◆ **ACTIVITY**
Each record has to be repeated exactly as given.

◆ **DATASET ENTRIES**
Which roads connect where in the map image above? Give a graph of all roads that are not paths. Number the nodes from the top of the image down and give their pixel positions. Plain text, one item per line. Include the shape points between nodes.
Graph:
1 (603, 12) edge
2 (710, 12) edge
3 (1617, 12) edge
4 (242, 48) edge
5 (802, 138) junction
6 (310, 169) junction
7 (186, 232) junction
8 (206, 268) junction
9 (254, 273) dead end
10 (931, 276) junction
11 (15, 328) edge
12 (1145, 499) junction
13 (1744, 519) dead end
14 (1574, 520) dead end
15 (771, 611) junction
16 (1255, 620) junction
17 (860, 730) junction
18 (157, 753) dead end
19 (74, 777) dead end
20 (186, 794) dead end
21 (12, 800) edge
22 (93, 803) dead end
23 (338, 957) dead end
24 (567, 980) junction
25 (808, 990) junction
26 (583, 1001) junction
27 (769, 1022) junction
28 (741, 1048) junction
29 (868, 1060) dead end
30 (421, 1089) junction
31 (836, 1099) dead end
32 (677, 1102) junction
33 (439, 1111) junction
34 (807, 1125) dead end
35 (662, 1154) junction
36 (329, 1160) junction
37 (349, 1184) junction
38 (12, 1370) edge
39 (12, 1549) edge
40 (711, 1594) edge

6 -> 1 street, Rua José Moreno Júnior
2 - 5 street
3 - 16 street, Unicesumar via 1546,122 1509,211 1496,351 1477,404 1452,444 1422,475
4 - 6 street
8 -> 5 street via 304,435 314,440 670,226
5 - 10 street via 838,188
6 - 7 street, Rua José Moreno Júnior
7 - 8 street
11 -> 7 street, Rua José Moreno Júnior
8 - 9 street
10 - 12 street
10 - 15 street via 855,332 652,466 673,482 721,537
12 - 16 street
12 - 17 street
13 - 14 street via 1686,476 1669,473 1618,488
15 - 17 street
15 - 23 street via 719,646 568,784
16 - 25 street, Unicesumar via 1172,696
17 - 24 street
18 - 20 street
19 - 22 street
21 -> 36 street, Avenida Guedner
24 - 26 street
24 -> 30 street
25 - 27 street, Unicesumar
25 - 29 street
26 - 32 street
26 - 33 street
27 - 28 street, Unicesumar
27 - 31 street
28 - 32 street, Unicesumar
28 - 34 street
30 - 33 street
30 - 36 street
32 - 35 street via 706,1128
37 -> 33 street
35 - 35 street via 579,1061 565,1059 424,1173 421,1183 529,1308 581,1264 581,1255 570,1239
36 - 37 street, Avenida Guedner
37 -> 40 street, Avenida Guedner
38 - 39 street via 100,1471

◆ **YOUR RESPONSE**
Which roads connect where in the map image above? Give a graph of all roads that are not paths. Number the nodes from the top of the image down and give their pixel positions. Plain text, one item per line. Include the shape points between nodes.
Graph:
1 (603, 12) edge
2 (710, 12) edge
3 (1617, 12) edge
4 (242, 48) edge
5 (802, 138) junction
6 (310, 169) junction
7 (186, 232) junction
8 (206, 268) junction
9 (254, 273) dead end
10 (931, 276) junction
11 (15, 328) edge
12 (1145, 499) junction
13 (1744, 519) dead end
14 (1574, 520) dead end
15 (771, 611) junction
16 (1255, 620) junction
17 (860, 730) junction
18 (157, 753) dead end
19 (74, 777) dead end
20 (186, 794) dead end
21 (12, 800) edge
22 (93, 803) dead end
23 (338, 957) dead end
24 (567, 980) junction
25 (808, 990) junction
26 (583, 1001) junction
27 (769, 1022) junction
28 (741, 1048) junction
29 (868, 1060) dead end
30 (421, 1089) junction
31 (836, 1099) dead end
32 (677, 1102) junction
33 (439, 1111) junction
34 (807, 1125) dead end
35 (662, 1154) junction
36 (329, 1160) junction
37 (349, 1184) junction
38 (12, 1370) edge
39 (12, 1549) edge
40 (711, 1594) edge

6 -> 1 street, Rua José Moreno Júnior
2 - 5 street
3 - 16 street, Unicesumar via 1546,122 1509,211 1496,351 1477,404 1452,444 1422,475
4 - 6 street
8 -> 5 street via 304,435 314,440 670,226
5 - 10 street via 838,188
6 - 7 street, Rua José Moreno Júnior
7 - 8 street
11 -> 7 street, Rua José Moreno Júnior
8 - 9 street
10 - 12 street
10 - 15 street via 855,332 652,466 673,482 721,537
12 - 16 street
12 - 17 street
13 - 14 street via 1686,476 1669,473 1618,488
15 - 17 street
15 - 23 street via 719,646 568,784
16 - 25 street, Unicesumar via 1172,696
17 - 24 street
18 - 20 street
19 - 22 street
21 -> 36 street, Avenida Guedner
24 - 26 street
24 -> 30 street
25 - 27 street, Unicesumar
25 - 29 street
26 - 32 street
26 - 33 street
27 - 28 street, Unicesumar
27 - 31 street
28 - 32 street, Unicesumar
28 - 34 street
30 - 33 street
30 - 36 street
32 - 35 street via 706,1128
37 -> 33 street
35 - 35 street via 579,1061 565,1059 424,1173 421,1183 529,1308 581,1264 581,1255 570,1239
36 - 37 street, Avenida Guedner
37 -> 40 street, Avenida Guedner
38 - 39 street via 100,1471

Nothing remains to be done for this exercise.